Olivier Chadoin, Sociologie de l’architecture et des architectes
Texte intégral
- 1 22 écoles sont aujourd’hui reconnues par l’État et l’Ordre des architectes : les ENSA (Écoles natio (...)
- 2 Olivier Chadoin, Sociologie de l’architecture et des architectes. Une tradition sociologique ?, HDR (...)
1L’architecture constitue aujourd’hui un objet de recherche et d’enseignements de sciences humaines et sociales au sein des écoles formant à ses métiers1. Ce sont ces liens qu’interroge ici Olivier Chadoin. Son ouvrage, issu d’une habilitation à diriger des recherches2, part d’une question : « Peut-on identifier une sociologie de l’architecture ? » (p. 5). Ses huit chapitres la traitent à partir de plusieurs dimensions, à savoir : l’intérêt de l’étude de l’architecture et des architectes pour la connaissance du monde social, la constitution d’un ensemble de pratiques et d’individus faisant exister un tel espace intellectuel, les usages de la sociologie dans la production et l’analyse de l’architecture et encore ses frontières avec d’autres branches de la discipline, dont les sociologies économique, de l’art et de la culture, de la consommation, du travail et des professions.
- 3 De nombreux architectes diplômés doivent recourir à des doctorats de sociologie, alors même qu’il n (...)
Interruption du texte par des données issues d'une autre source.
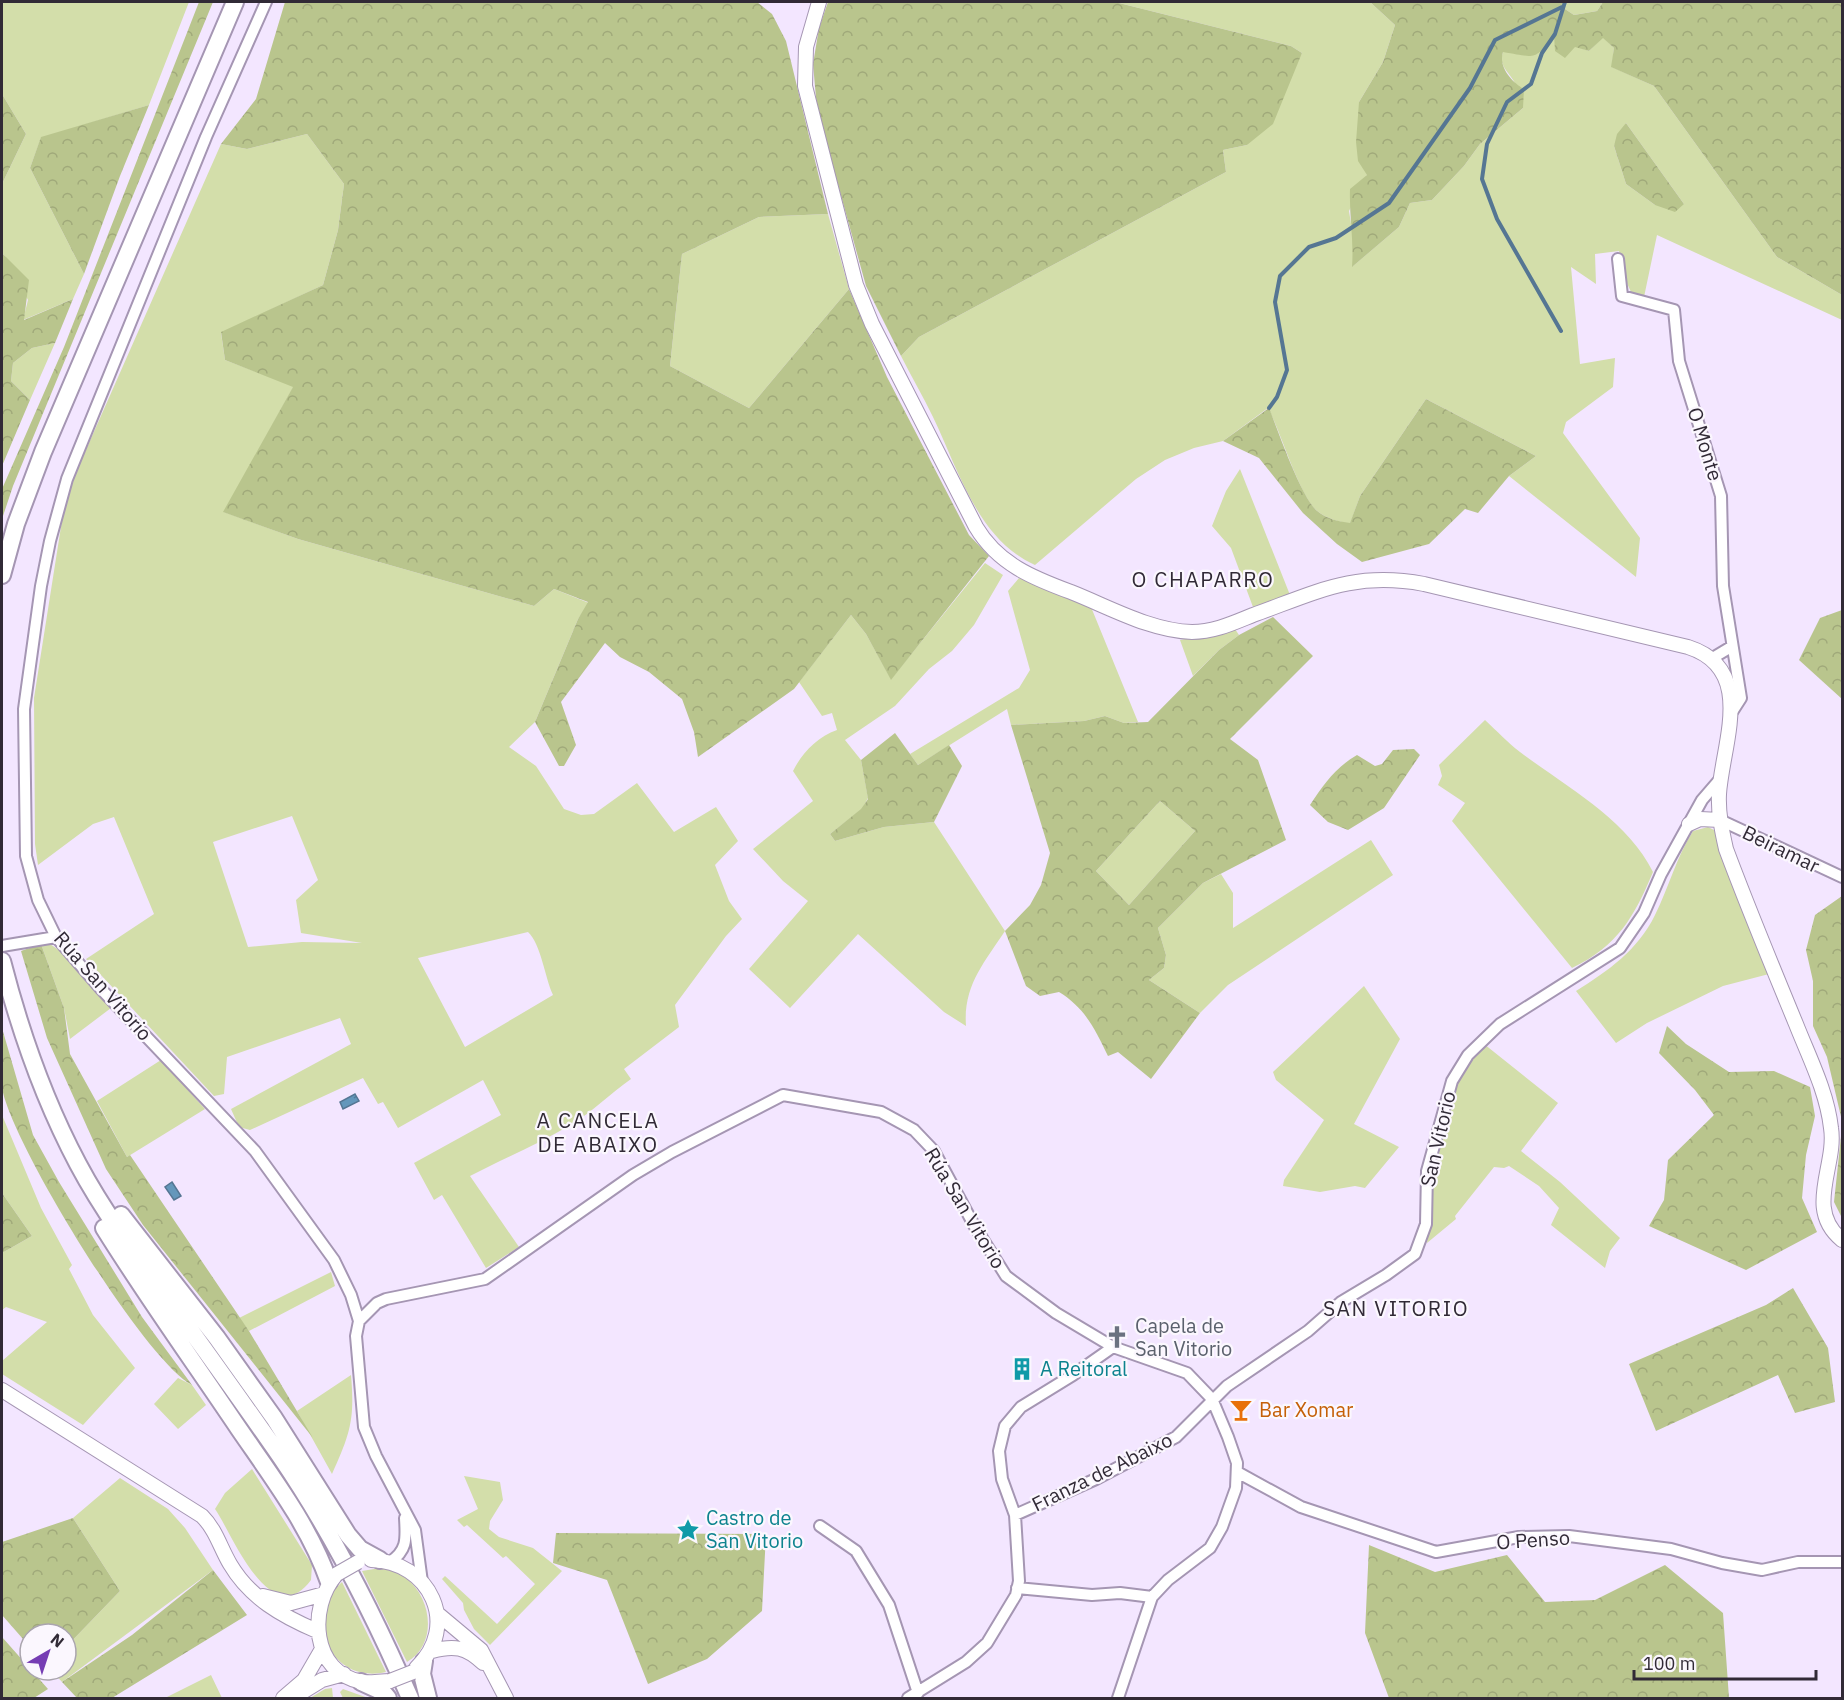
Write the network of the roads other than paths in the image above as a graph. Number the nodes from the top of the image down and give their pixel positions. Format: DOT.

2Un premier chapitre retrace l’histoire de la rencontre entre sociologues et architectes, dans les années 1960, à un moment où ces derniers remettent en cause le modèle des beaux-arts. Dans ce contexte, les sciences humaines et sociales (sociologie, géographie…) participent à la rénovation de l’enseignement de l’architecture. Fruits de cette histoire, les enseignements sociologiques sont très prégnants au sein des Écoles nationales supérieures d’architecture (ENSA) ; toutes n’en sont pas pour autant dotées et le nombre d’enseignants en poste qui se définissent exclusivement comme sociologues se révèle finalement très réduit (32 titulaires ou contractuels). Les doubles définitions (architecte-sociologue, urbaniste-sociologue, socio-économiste…) sont d’autant plus fréquentes qu’il est désormais nécessaire d’être titulaire d’un doctorat pour enseigner dans des écoles d’architecture3. Les rapports à la discipline varient également, certains enseignants jouant le jeu d’une sociologie pour l’architecture tandis que d’autres, plus jeunes, sont davantage attachés au titre de sociologue. Un même objet commun, l’architecture, les rassemble toutefois ; pour leur part, les architectes se sont appropriés la rhétorique sociologique dans leur pratique professionnelle, après plus de cinquante ans de présence des sociologues dans les ENSA.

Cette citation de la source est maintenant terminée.